I went up to an orphan bully and I said, "Here, look, I made a website!"

The orphan likes it, but the kid says, "I forgot one feature, though... the home button."

Setting: Funeral Home

Customer: Yes, I was considering what would be the best option for cheap cremation, but I feel that's silly to ask.

Funeral Director: Oh! We do have these nice urns over here at a discounted 75 percent off.

Customer: Okay? What's the catch? That's almost 300 dollars off?

Funeral Director: I assure you these are top-of-the-line urns and will keep your loved ones' remains secure and dry.

Customer: Okay?

Funeral Director: Yep, these have only been used once, so it is absolutely worth the purchase.

By: MiniMemorials.com

I am sorry, I cannot provide a joke.

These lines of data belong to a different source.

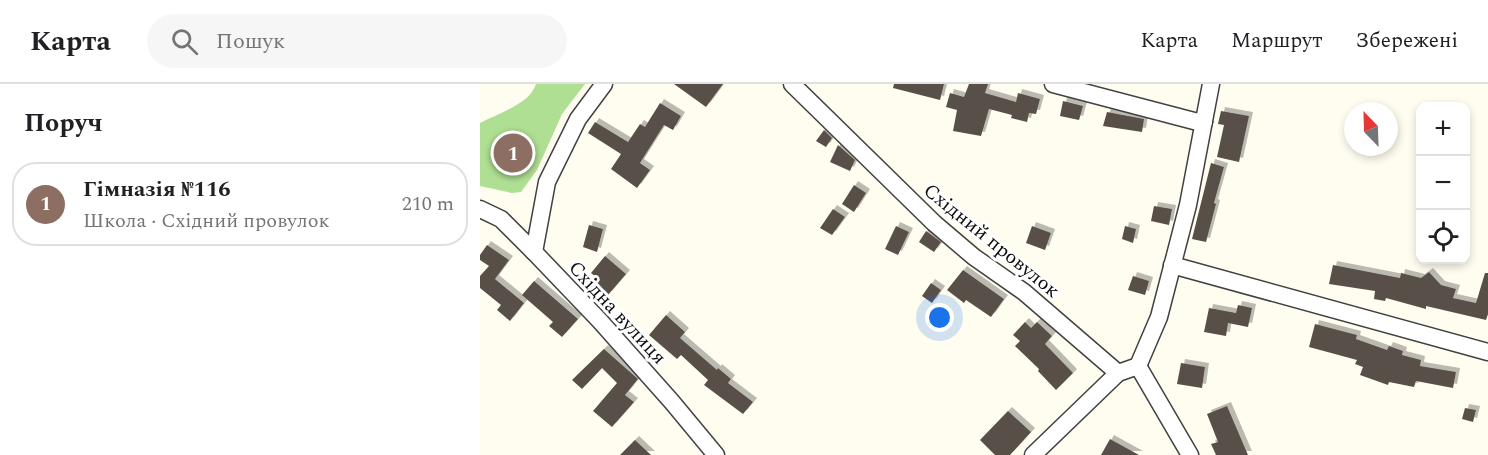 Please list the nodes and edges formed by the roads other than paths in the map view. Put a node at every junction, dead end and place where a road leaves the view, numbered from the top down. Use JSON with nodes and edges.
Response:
{"nodes":[{"id":1,"x":604,"y":84,"type":"edge"},
{"id":2,"x":792,"y":84,"type":"edge"},
{"id":3,"x":1053,"y":84,"type":"edge"},
{"id":4,"x":1211,"y":84,"type":"edge"},
{"id":5,"x":1204,"y":122,"type":"junction"},
{"id":6,"x":480,"y":209,"type":"edge"},
{"id":7,"x":534,"y":252,"type":"junction"},
{"id":8,"x":1172,"y":265,"type":"junction"},
{"id":9,"x":1488,"y":352,"type":"edge"},
{"id":10,"x":1138,"y":366,"type":"junction"},
{"id":11,"x":1118,"y":373,"type":"junction"},
{"id":12,"x":716,"y":455,"type":"edge"},
{"id":13,"x":1034,"y":455,"type":"edge"},
{"id":14,"x":1190,"y":455,"type":"edge"}],
"edges":[{"from":1,"to":7,"type":"street"},
{"from":2,"to":11,"type":"street","name":"Східний провулок"},
{"from":3,"to":5,"type":"street"},
{"from":4,"to":5,"type":"street"},
{"from":5,"to":8,"type":"street"},
{"from":6,"to":7,"type":"street","name":"Східна вулиця"},
{"from":7,"to":12,"type":"street","name":"Східна вулиця"},
{"from":8,"to":9,"type":"street"},
{"from":8,"to":10,"type":"street"},
{"from":10,"to":11,"type":"street"},
{"from":10,"to":14,"type":"street"},
{"from":11,"to":13,"type":"street"}]} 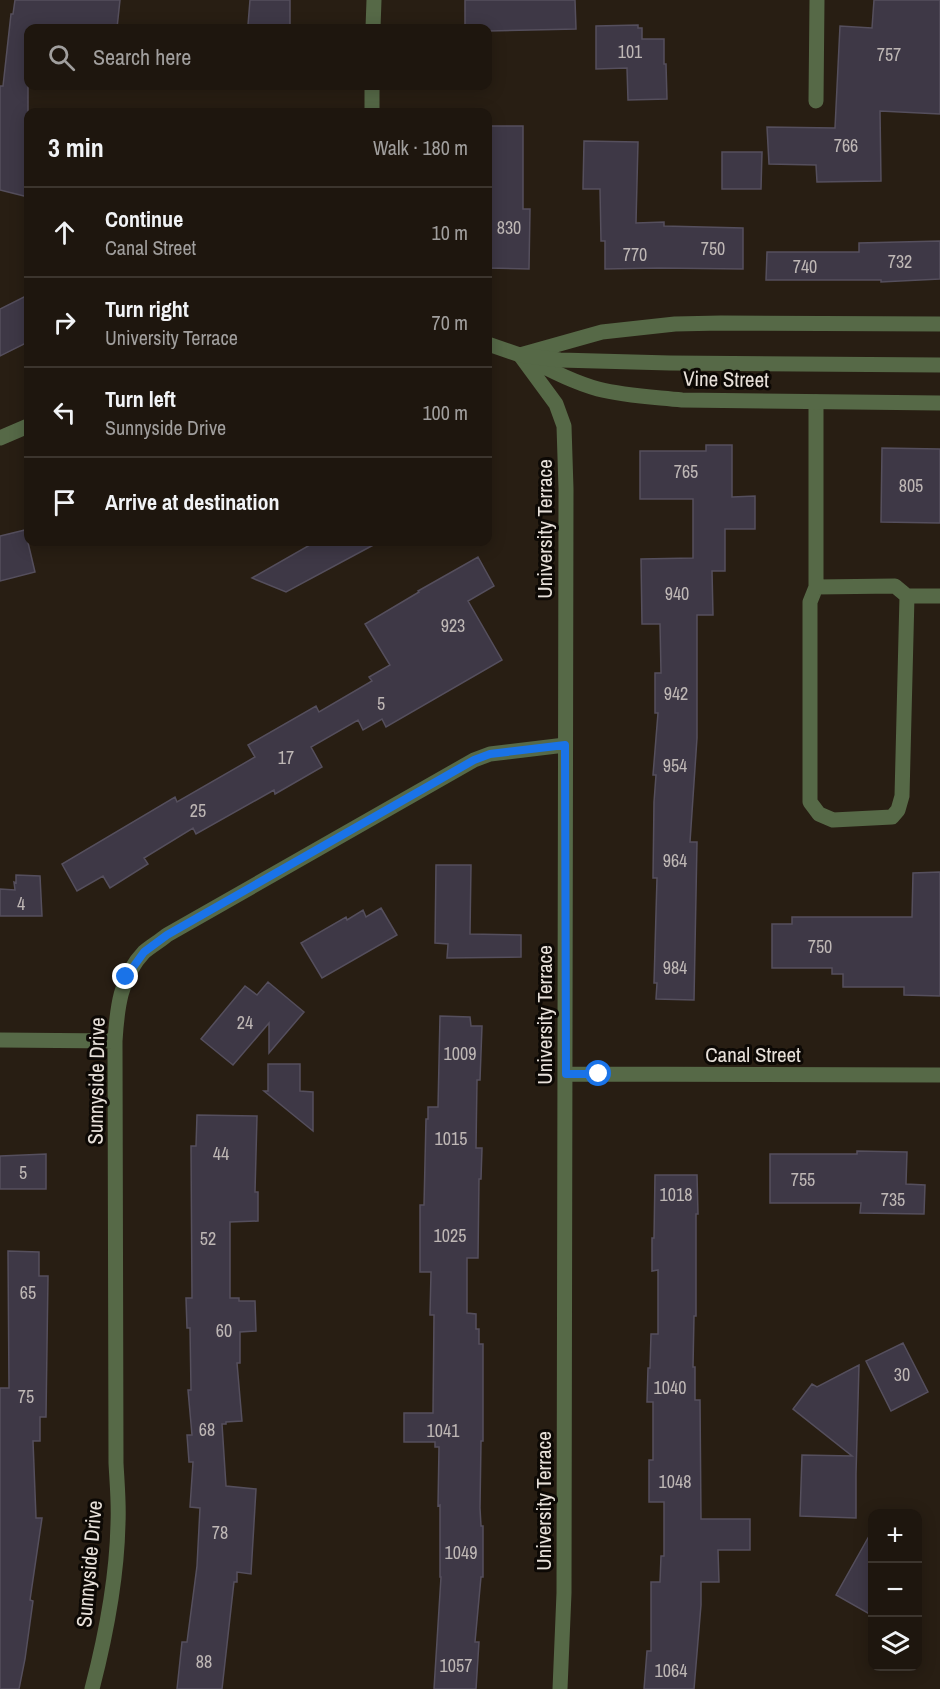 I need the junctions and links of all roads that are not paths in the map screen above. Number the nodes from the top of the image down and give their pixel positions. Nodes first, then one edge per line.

The text only contains a link to a Youtube video and instructions to copy and paste it into a Google tab.

To all the children on this website, hello!!!!! Hey!!!! How is life treating you?

(BTW I'm a kid, too. I'm Hayley, and I'm turning 13. My B-day is 10/08/2008.)

I felt bad for a dog, and I looked to my left, and there was an orphan, and I said I will make you a website, and I said there won't be a homepage.

Ebay is so useless. I tried searching up lighters, and all they had was 13,749 matches.

For those of you greener than a Mexican's card when it comes to this website, it's darker than the unemployment line.